Revisiting the PinePhone

I’m cleaning up my office. Like properly. Going to the city dump multiple times. That sort of cleaning. In the process I encountered my old PinePhone that somehow got lost in the lack of free time back when I bought it (KDE still got some money out of it, so the purchase still made sense).

I was happy to see that after a short charge, it actually booted. The installation was ancient, so I tried for an update of the system which failed miserably. Something in the session management failed – I’ve seen this error before on desktop machines when doing funky stuff to the GUI stack.

This resulted in me booting it from an SD card with the latest Plasma / Manjaro image. This process worked really well – but the phone runs really slow from my cheap SD card. A short download, unzip (took ages again, extracting 1.1GB to 6+GB on an already slow SD card takes patience) and some dd action, and the phone boots a fresh install from the internal eMMC again. Much snappier.

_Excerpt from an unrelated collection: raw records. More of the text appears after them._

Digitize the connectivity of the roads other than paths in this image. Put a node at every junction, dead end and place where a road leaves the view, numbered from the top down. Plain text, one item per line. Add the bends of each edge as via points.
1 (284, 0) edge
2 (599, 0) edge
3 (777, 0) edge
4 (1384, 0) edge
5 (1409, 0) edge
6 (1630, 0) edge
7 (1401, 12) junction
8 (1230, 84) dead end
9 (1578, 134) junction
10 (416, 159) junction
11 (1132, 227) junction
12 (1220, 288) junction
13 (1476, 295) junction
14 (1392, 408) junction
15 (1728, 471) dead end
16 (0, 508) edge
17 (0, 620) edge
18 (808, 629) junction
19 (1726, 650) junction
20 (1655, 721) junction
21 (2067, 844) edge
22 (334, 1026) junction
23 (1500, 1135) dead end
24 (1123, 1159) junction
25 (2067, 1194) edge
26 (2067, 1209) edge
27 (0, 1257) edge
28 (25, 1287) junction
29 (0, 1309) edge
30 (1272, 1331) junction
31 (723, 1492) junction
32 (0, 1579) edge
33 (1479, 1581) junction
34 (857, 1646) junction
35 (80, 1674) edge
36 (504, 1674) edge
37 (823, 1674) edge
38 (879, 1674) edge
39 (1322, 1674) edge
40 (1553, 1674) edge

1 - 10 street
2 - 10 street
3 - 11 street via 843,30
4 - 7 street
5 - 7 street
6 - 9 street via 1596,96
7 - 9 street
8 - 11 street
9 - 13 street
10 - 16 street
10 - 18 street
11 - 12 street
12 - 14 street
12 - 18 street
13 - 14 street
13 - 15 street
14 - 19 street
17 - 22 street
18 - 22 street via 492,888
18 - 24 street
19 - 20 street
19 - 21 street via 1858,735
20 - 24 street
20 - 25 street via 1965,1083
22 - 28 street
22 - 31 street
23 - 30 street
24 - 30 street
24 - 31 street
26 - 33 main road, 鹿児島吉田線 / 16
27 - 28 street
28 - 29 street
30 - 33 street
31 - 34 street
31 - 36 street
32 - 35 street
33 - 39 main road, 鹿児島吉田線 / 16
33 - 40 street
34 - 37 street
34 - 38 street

After this I did a quick system update and this time it worked like a charm – nice!

Recalling why I wanted a Linux phone (and not an Android) – I got nostalgic about the convergence story. Tangent – I’ve run the N900, N9 and the first Sailfish phone – all as daily drivers.

Let me put it like this: the whole convergence story sort of works, but doesn’t work. I’m not sure if the screen is too big, the phone is too old, or something else, but the whole thing just turns unstable. It does find its feet again when I unplug the USB-C connector, though.

So where does this leave me? I still have a great looking Plasma based phone. I’ll try to tinker with it and follow the development cycle along, but I’m unfortunately too dependent on a working phone experience to use it as my daily driver today.